• THE TASK
The word "lane" may appear in some lines of the data; copy every such line.

• INPUT DATA
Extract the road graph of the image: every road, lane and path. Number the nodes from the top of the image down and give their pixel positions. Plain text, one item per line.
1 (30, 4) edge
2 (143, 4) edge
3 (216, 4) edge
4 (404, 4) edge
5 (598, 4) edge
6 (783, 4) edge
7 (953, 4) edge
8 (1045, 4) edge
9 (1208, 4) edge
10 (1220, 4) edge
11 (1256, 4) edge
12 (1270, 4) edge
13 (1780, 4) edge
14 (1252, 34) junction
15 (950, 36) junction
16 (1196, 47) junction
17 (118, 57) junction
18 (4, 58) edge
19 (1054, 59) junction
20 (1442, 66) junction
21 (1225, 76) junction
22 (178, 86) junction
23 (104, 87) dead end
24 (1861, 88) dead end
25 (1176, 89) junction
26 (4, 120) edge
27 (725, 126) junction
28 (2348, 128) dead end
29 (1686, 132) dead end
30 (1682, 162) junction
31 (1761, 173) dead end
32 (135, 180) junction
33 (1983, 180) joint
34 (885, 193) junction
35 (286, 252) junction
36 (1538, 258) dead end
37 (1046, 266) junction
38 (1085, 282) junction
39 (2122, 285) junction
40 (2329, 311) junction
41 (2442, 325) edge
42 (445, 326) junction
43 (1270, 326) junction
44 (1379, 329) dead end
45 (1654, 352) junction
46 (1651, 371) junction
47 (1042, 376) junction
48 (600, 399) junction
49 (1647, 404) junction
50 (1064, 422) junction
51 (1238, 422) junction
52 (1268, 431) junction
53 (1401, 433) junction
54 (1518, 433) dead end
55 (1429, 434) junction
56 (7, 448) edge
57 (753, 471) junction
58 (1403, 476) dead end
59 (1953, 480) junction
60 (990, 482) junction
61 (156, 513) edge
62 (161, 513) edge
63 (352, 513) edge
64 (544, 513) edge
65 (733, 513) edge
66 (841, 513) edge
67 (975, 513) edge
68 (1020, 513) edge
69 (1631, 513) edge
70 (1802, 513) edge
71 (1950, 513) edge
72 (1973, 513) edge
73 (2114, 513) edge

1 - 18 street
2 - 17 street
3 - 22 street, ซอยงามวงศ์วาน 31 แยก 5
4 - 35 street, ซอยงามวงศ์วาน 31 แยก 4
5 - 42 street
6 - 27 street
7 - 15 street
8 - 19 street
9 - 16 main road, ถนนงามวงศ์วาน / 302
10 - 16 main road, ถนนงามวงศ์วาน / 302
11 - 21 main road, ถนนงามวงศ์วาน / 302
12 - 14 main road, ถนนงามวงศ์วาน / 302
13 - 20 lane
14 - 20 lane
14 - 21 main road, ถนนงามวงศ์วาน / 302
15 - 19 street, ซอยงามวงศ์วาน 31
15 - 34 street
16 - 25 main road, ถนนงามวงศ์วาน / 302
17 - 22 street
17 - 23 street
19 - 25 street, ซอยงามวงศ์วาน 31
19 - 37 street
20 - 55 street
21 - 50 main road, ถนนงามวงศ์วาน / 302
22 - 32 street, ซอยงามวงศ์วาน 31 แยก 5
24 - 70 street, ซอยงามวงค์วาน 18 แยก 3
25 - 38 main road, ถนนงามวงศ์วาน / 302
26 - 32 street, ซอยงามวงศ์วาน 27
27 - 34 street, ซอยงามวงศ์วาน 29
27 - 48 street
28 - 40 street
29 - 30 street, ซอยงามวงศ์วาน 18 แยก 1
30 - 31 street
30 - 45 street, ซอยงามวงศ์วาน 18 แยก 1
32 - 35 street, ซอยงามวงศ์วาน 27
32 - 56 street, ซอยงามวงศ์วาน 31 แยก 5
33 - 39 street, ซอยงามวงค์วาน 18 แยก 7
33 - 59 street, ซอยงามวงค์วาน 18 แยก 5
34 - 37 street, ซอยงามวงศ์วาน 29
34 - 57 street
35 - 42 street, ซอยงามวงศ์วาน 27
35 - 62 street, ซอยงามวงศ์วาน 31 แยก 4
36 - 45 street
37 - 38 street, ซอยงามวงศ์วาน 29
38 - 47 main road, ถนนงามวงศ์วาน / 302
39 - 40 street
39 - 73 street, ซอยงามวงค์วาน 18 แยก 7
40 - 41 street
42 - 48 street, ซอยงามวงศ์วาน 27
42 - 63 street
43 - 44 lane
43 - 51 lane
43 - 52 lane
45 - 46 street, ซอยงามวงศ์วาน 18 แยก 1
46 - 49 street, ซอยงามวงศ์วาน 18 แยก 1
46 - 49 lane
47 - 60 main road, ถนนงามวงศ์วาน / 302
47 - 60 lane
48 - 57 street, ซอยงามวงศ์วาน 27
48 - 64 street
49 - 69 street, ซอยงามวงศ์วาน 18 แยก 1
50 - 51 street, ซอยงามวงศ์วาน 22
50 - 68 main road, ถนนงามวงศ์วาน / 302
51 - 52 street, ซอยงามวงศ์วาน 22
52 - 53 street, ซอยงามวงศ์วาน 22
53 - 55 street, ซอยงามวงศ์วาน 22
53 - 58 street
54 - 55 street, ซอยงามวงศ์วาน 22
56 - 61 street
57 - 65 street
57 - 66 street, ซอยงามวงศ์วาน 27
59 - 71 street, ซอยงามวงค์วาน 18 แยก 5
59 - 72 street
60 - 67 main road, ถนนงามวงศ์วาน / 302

• SOLUTION TO THE PROBLEM
Extract the road graph of the image: every road, lane and path. Number the nodes from the top of the image down and give their pixel positions. Plain text, one item per line.
13 - 20 lane
14 - 20 lane
43 - 44 lane
43 - 51 lane
43 - 52 lane
46 - 49 lane
47 - 60 lane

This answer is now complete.